> **AVAILABLE RECORDS**
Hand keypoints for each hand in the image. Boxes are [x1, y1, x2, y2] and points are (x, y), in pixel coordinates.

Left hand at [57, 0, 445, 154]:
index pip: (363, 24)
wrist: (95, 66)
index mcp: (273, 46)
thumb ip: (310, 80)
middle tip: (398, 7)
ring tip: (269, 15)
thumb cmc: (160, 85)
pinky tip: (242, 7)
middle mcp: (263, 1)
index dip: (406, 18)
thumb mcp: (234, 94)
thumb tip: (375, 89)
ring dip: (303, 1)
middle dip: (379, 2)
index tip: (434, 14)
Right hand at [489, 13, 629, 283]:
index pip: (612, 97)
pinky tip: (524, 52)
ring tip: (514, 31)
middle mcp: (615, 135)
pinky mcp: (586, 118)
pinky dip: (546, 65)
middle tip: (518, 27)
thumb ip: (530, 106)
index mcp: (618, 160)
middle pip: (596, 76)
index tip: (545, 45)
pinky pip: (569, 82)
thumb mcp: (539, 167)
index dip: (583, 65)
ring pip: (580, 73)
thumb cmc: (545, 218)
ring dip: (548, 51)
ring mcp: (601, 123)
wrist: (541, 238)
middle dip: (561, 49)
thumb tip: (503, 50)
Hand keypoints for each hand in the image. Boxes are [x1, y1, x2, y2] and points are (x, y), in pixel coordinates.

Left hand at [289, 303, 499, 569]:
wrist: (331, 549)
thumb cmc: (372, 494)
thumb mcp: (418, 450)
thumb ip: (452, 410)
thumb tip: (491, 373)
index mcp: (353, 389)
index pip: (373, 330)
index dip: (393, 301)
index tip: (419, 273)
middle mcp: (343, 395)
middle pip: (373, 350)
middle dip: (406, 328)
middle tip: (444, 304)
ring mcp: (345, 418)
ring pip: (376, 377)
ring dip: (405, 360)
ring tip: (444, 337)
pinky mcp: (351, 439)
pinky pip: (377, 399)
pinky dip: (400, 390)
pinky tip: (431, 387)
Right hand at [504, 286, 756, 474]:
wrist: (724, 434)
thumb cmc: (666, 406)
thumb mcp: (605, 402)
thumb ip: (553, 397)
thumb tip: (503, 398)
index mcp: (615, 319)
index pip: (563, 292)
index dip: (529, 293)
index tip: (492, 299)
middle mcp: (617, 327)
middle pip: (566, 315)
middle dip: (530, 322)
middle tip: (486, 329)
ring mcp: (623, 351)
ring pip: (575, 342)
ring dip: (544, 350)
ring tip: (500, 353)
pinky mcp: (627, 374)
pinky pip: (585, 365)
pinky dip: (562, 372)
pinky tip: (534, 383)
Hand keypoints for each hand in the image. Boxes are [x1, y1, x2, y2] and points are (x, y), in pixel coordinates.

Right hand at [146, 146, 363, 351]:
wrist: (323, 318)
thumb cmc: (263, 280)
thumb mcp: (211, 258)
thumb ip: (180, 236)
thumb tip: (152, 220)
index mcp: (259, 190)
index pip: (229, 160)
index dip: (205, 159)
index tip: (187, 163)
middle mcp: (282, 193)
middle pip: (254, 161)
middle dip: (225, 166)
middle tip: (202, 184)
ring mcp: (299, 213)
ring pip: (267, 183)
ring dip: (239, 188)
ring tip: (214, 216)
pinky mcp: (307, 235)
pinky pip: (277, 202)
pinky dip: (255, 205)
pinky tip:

> **AIM OF THE EXERCISE**
Please copy the line holding "thumb mcp: (605, 402)" and all lines after it to the end of the records, exactly, and nothing else.

> **WRITTEN ANSWER**
thumb mcp: (605, 402)
thumb ip: (553, 397)
thumb tip: (503, 398)
index mcp: (615, 319)
index pip: (563, 292)
index dip: (529, 293)
index tip: (492, 299)
middle mcp: (617, 327)
middle pip: (566, 315)
middle dip: (530, 322)
middle tip: (486, 329)
ring mcp: (623, 351)
ring pip: (575, 342)
ring dip: (544, 350)
ring tip: (500, 353)
pinky mcp: (627, 374)
pinky pip: (585, 365)
pinky dip: (562, 372)
pinky tip: (534, 383)
Hand keypoints for each hand in the image. Boxes are [x1, y1, x2, y2] and points are (x, y), in pixel coordinates.

Right hand at [146, 146, 363, 351]:
wrist: (323, 318)
thumb cmc: (263, 280)
thumb mcp: (211, 258)
thumb ip: (180, 236)
thumb tip: (152, 220)
index mcp: (259, 190)
index pip: (229, 160)
index dip: (205, 159)
index tip: (187, 163)
middle mcp: (282, 193)
middle pip: (254, 161)
middle dip: (225, 166)
middle tip: (202, 184)
ring mcp: (299, 213)
ring pip: (267, 183)
ring dip: (239, 188)
ring tip: (214, 216)
pinky mcp: (307, 235)
pinky pip: (277, 202)
pinky dip: (255, 205)
pinky tip:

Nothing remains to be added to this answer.